WORK ITEM → Gather each line containing the string "INNER" from these entries.

SUPPLIED INFORMATION →
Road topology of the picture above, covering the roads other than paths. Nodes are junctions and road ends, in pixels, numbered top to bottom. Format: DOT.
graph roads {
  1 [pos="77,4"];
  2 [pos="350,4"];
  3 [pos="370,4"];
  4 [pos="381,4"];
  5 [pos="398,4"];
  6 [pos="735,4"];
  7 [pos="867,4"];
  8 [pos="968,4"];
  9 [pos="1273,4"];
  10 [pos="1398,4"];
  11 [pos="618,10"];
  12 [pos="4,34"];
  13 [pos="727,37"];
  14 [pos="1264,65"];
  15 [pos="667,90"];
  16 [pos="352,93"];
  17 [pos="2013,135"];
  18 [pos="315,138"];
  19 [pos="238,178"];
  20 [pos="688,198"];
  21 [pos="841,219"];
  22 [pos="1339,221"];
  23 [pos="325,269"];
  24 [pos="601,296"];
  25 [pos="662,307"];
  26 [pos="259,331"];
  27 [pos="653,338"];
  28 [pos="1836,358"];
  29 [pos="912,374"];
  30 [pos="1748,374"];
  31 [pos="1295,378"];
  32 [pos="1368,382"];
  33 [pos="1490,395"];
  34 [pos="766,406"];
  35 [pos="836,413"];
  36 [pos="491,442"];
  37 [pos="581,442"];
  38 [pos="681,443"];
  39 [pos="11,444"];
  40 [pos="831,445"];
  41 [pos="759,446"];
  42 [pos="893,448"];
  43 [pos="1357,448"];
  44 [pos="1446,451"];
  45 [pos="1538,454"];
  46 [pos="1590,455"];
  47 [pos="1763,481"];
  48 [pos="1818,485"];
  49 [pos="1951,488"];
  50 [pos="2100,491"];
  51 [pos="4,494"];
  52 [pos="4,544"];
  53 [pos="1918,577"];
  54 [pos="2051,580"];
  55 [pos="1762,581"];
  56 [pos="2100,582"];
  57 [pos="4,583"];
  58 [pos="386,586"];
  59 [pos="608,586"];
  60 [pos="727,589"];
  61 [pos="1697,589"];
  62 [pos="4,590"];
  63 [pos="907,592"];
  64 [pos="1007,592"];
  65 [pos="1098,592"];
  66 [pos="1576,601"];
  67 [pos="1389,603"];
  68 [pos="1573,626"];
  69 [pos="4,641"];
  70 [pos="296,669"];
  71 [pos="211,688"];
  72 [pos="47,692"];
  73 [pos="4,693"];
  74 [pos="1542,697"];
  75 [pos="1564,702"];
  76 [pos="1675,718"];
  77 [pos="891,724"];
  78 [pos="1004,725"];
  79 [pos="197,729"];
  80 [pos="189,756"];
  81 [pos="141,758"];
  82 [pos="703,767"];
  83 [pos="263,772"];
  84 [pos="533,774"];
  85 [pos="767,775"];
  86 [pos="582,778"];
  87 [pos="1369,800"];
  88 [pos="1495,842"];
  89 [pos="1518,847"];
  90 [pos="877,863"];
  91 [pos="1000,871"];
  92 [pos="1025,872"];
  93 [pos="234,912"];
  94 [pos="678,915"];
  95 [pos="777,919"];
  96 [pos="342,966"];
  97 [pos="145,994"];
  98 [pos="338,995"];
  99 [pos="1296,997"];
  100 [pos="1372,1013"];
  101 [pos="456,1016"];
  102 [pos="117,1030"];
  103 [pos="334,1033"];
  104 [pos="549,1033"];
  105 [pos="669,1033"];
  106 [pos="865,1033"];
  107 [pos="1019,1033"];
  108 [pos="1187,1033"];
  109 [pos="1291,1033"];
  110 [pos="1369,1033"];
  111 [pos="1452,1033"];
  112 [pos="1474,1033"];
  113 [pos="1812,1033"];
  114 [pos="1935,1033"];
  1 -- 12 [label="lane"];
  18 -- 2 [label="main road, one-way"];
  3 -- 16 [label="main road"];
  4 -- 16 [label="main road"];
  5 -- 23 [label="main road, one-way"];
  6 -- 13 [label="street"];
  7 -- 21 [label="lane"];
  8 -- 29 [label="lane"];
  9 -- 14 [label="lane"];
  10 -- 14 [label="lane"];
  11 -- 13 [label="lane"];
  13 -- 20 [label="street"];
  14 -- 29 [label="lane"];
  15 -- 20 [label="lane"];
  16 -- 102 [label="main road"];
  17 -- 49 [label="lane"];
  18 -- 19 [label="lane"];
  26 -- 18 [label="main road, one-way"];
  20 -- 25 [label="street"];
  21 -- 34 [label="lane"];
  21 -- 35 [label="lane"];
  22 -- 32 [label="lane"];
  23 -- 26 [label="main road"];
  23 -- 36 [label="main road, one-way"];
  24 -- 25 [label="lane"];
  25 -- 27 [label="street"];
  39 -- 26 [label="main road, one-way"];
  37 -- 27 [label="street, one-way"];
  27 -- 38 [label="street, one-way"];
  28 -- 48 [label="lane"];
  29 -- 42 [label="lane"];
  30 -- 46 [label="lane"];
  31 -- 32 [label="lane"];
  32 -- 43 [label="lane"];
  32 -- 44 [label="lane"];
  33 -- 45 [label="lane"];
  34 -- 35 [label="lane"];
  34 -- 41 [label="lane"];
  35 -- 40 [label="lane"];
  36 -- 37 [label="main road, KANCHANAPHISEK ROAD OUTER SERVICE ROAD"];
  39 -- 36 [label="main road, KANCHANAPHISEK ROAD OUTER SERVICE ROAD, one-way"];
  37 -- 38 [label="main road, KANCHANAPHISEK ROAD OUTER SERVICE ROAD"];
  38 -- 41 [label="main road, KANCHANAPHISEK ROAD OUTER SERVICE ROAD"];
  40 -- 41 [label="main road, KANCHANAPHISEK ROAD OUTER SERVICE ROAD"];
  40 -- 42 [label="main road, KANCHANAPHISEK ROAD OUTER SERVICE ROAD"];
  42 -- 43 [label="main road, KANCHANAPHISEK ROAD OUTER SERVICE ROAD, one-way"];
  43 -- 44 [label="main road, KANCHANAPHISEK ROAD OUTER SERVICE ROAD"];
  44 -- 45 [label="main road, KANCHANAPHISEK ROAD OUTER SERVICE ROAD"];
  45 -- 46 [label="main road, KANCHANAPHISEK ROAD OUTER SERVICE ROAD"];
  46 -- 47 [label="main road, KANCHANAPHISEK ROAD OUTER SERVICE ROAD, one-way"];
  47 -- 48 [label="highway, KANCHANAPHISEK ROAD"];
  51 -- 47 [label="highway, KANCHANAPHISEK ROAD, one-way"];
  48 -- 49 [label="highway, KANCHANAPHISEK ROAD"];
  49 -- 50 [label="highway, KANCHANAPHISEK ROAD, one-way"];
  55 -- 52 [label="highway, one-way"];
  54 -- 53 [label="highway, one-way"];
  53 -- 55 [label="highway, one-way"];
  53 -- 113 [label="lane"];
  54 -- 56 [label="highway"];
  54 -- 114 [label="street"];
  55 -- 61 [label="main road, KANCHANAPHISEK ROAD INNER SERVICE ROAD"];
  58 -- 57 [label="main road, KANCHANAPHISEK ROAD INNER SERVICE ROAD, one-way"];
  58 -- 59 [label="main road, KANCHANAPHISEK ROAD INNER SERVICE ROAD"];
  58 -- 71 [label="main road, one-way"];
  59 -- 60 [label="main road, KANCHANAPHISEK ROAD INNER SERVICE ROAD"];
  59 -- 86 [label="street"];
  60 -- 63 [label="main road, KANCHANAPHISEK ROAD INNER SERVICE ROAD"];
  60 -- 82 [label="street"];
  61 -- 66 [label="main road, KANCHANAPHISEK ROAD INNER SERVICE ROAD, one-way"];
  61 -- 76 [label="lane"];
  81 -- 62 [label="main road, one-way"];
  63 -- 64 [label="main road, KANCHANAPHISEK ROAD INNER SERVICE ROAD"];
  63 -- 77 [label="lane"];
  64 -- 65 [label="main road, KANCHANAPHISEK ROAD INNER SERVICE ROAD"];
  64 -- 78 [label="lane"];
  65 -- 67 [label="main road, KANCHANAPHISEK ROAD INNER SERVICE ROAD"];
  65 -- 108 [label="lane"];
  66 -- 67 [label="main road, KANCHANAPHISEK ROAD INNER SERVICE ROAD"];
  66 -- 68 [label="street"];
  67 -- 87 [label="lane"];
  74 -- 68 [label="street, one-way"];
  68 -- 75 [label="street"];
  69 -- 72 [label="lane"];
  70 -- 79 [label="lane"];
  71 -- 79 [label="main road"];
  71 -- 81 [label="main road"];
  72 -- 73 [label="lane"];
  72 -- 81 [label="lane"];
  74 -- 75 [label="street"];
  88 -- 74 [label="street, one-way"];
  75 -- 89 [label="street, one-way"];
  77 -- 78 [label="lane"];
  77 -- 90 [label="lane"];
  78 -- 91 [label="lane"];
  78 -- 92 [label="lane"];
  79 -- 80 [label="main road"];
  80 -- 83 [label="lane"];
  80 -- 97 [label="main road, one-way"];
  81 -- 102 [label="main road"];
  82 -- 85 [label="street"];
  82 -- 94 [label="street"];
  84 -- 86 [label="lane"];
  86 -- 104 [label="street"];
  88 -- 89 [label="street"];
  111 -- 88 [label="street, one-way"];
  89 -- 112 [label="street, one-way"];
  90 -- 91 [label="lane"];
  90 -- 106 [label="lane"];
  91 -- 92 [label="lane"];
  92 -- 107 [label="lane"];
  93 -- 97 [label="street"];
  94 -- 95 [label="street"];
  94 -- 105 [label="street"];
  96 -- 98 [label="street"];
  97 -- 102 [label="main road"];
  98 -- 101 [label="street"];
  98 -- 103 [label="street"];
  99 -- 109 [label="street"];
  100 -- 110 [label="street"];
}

FINISHED EXERCISE →
  55 -- 61 [label="main road, KANCHANAPHISEK ROAD INNER SERVICE ROAD"];
  58 -- 57 [label="main road, KANCHANAPHISEK ROAD INNER SERVICE ROAD, one-way"];
  58 -- 59 [label="main road, KANCHANAPHISEK ROAD INNER SERVICE ROAD"];
  59 -- 60 [label="main road, KANCHANAPHISEK ROAD INNER SERVICE ROAD"];
  60 -- 63 [label="main road, KANCHANAPHISEK ROAD INNER SERVICE ROAD"];
  61 -- 66 [label="main road, KANCHANAPHISEK ROAD INNER SERVICE ROAD, one-way"];
  63 -- 64 [label="main road, KANCHANAPHISEK ROAD INNER SERVICE ROAD"];
  64 -- 65 [label="main road, KANCHANAPHISEK ROAD INNER SERVICE ROAD"];
  65 -- 67 [label="main road, KANCHANAPHISEK ROAD INNER SERVICE ROAD"];
  66 -- 67 [label="main road, KANCHANAPHISEK ROAD INNER SERVICE ROAD"];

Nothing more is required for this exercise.